TASK:
What is the number of lines in the data that contain "Mohamed"? Respond with nothing else.

LISTED ENTRIES:
===============

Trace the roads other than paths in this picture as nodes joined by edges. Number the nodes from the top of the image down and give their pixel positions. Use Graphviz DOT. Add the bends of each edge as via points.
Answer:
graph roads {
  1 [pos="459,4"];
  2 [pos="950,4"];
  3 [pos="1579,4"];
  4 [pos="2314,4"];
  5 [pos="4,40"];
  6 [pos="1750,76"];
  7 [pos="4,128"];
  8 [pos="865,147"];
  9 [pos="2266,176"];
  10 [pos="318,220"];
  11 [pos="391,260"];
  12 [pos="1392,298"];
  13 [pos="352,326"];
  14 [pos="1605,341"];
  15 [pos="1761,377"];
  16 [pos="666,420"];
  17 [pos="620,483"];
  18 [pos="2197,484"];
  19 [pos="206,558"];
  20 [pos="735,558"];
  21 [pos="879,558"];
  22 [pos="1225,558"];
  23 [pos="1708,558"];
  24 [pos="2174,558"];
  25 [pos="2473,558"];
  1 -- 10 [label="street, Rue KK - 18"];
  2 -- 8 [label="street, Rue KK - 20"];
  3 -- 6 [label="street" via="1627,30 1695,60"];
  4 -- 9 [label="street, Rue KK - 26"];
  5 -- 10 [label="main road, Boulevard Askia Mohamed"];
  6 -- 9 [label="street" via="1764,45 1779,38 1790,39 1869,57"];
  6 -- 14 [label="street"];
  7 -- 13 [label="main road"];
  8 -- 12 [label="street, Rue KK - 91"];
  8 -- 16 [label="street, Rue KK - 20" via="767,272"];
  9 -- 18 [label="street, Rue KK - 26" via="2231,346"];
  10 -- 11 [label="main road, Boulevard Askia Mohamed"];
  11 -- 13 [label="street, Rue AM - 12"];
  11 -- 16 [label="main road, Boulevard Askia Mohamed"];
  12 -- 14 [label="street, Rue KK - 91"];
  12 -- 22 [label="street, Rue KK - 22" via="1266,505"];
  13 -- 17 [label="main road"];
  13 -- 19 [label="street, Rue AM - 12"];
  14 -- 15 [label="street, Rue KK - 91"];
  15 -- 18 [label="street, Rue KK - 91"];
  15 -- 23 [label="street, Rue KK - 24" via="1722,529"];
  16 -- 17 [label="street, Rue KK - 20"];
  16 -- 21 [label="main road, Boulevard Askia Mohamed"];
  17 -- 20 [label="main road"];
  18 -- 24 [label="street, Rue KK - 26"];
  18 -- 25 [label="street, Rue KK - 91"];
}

===============

ANSWER SPACE:
4